→ Exercise objective: Go through the records below and copy out every line holding "Bergen".

→ Material for this task:
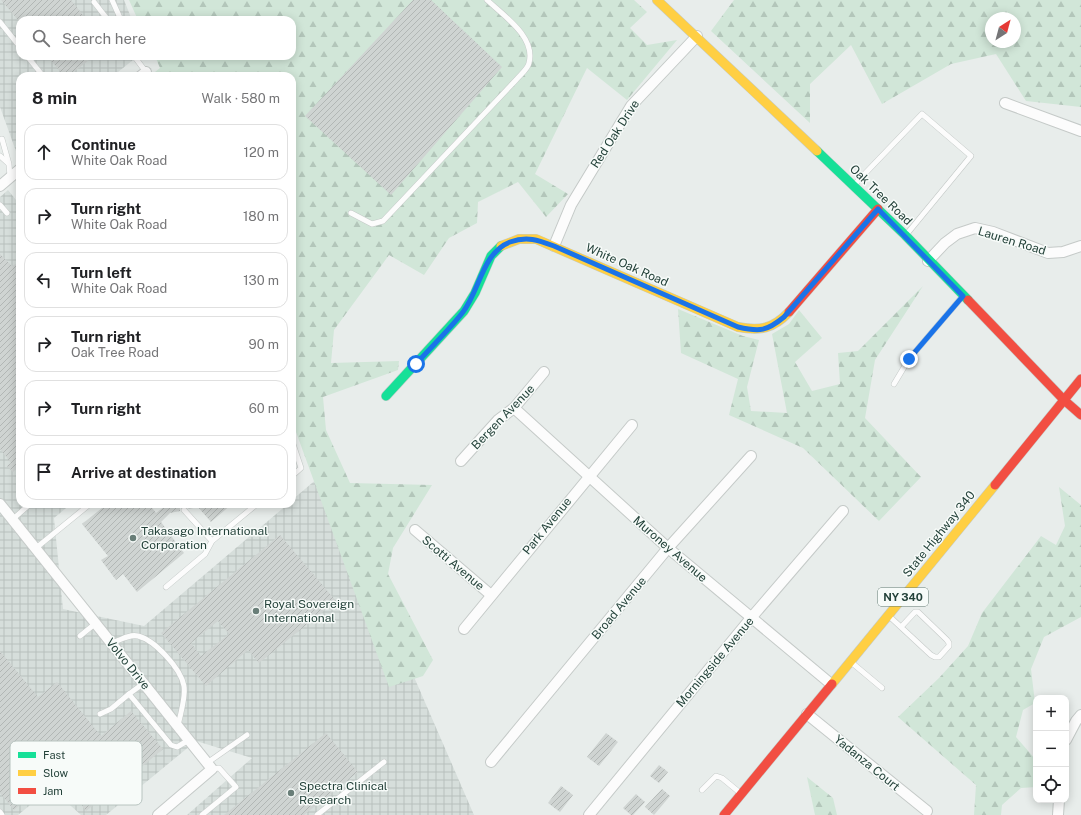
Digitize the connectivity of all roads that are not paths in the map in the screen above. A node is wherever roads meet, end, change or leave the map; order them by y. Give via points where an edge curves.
1 (112, 0) edge
2 (487, 0) edge
3 (657, 0) edge
4 (94, 2) dead end
5 (105, 16) edge
6 (119, 16) edge
7 (0, 22) edge
8 (697, 36) junction
9 (16, 42) edge
10 (30, 60) edge
11 (136, 60) edge
12 (139, 60) edge
13 (40, 72) edge
14 (143, 72) edge
15 (143, 72) edge
16 (1005, 103) dead end
17 (1081, 131) edge
18 (2, 139) dead end
19 (0, 156) edge
20 (9, 164) junction
21 (16, 174) edge
22 (854, 185) junction
23 (0, 186) edge
24 (0, 205) edge
25 (878, 209) junction
26 (7, 213) dead end
27 (352, 213) dead end
28 (905, 235) junction
29 (554, 246) junction
30 (1081, 246) edge
31 (928, 260) junction
32 (963, 296) junction
33 (544, 372) dead end
34 (1081, 380) edge
35 (894, 384) dead end
36 (386, 396) dead end
37 (1064, 400) junction
38 (514, 408) junction
39 (1081, 415) edge
40 (632, 425) dead end
41 (296, 451) edge
42 (751, 456) dead end
43 (461, 461) dead end
44 (296, 473) edge
45 (589, 476) junction
46 (1, 508) edge
47 (25, 508) edge
48 (85, 508) edge
49 (252, 508) edge
50 (184, 510) dead end
51 (843, 511) dead end
52 (13, 519) junction
53 (415, 530) dead end
54 (212, 541) junction
55 (36, 548) junction
56 (668, 548) junction
57 (166, 587) dead end
58 (491, 595) junction
59 (888, 615) junction
60 (751, 618) junction
61 (96, 623) junction
62 (901, 627) junction
63 (464, 629) dead end
64 (80, 636) dead end
65 (112, 643) junction
66 (850, 661) junction
67 (144, 683) junction
68 (831, 684) junction
69 (882, 688) dead end
70 (129, 694) junction
71 (100, 714) dead end
72 (807, 714) junction
73 (1081, 715) edge
74 (178, 726) junction
75 (1069, 734) edge
76 (247, 735) dead end
77 (189, 740) junction
78 (384, 762) dead end
79 (491, 762) dead end
80 (210, 766) junction
81 (702, 790) dead end
82 (741, 794) junction
83 (1059, 803) edge
84 (927, 811) dead end
85 (0, 812) edge
86 (2, 815) edge
87 (158, 815) edge
88 (202, 815) edge
89 (317, 815) edge
90 (589, 815) edge
91 (724, 815) edge
92 (1058, 815) edge

1 - 6 lane
2 - 27 lane via 521,32 531,50 529,65 382,221 372,224
3 - 8 street, Oak Tree Road
4 - 5 lane
7 - 9 lane
8 - 22 street, Oak Tree Road
8 - 29 street, Red Oak Drive via 631,106 571,205
10 - 13 lane
11 - 14 lane
12 - 15 lane
16 - 17 street
18 - 20 lane
19 - 20 lane
20 - 21 lane
21 - 23 street
22 - 25 street, Oak Tree Road
22 - 28 lane via 922,114 971,156
24 - 26 lane
25 - 28 street, Oak Tree Road
25 - 29 street, White Oak Road via 784,317 772,327 755,330 738,327
28 - 31 street, Oak Tree Road
29 - 36 street, White Oak Road via 536,239 519,239 502,245 491,256 464,311
30 - 31 street, Lauren Road via 1063,252 1048,253 993,232 975,228 957,234
31 - 32 street, Oak Tree Road
32 - 35 lane via 909,359
32 - 37 street, Oak Tree Road
33 - 38 street, Bergen Avenue
34 - 37 street, State Highway 340 / NY 340
37 - 39 street, Oak Tree Road
37 - 59 street, State Highway 340 / NY 340
38 - 43 street, Bergen Avenue via 498,420
38 - 45 street, Muroney Avenue
40 - 45 street, Park Avenue
41 - 44 lane via 302,468
42 - 56 street, Broad Avenue
45 - 56 street, Muroney Avenue
45 - 58 street, Park Avenue
46 - 52 street, Volvo Drive
47 - 52 lane
48 - 55 lane
49 - 54 lane
50 - 54 lane
51 - 60 street, Morningside Avenue
52 - 55 street, Volvo Drive
53 - 58 street, Scotti Avenue
54 - 57 lane via 205,554
55 - 61 street, Volvo Drive
56 - 60 street, Muroney Avenue
56 - 79 street, Broad Avenue
58 - 63 street, Park Avenue
59 - 62 lane
59 - 66 street, State Highway 340 / NY 340
60 - 68 street, Muroney Avenue
60 - 90 street, Morningside Avenue
61 - 64 lane
61 - 65 street, Volvo Drive
62 - 62 lane via 935,657 939,657 949,646 947,640 918,612 914,612
65 - 67 street, Volvo Drive
65 - 74 lane via 130,636 138,636 148,641 176,667 184,687
66 - 68 street, State Highway 340 / NY 340
66 - 69 lane
67 - 70 lane
67 - 74 street, Volvo Drive
68 - 72 street, State Highway 340 / NY 340
70 - 71 lane via 111,709
70 - 77 lane via 171,745 177,748
72 - 82 street, State Highway 340 / NY 340
72 - 84 street, Yadanza Court
73 - 75 street
74 - 77 street, Volvo Drive
76 - 80 lane
77 - 80 street, Volvo Drive
78 - 89 lane
80 - 87 street
80 - 88 lane via 219,768 236,787
81 - 82 lane via 716,776
82 - 91 street, State Highway 340 / NY 340
83 - 92 street
85 - 86 lane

→ Solved exercise:
33 - 38 street, Bergen Avenue
38 - 43 street, Bergen Avenue via 498,420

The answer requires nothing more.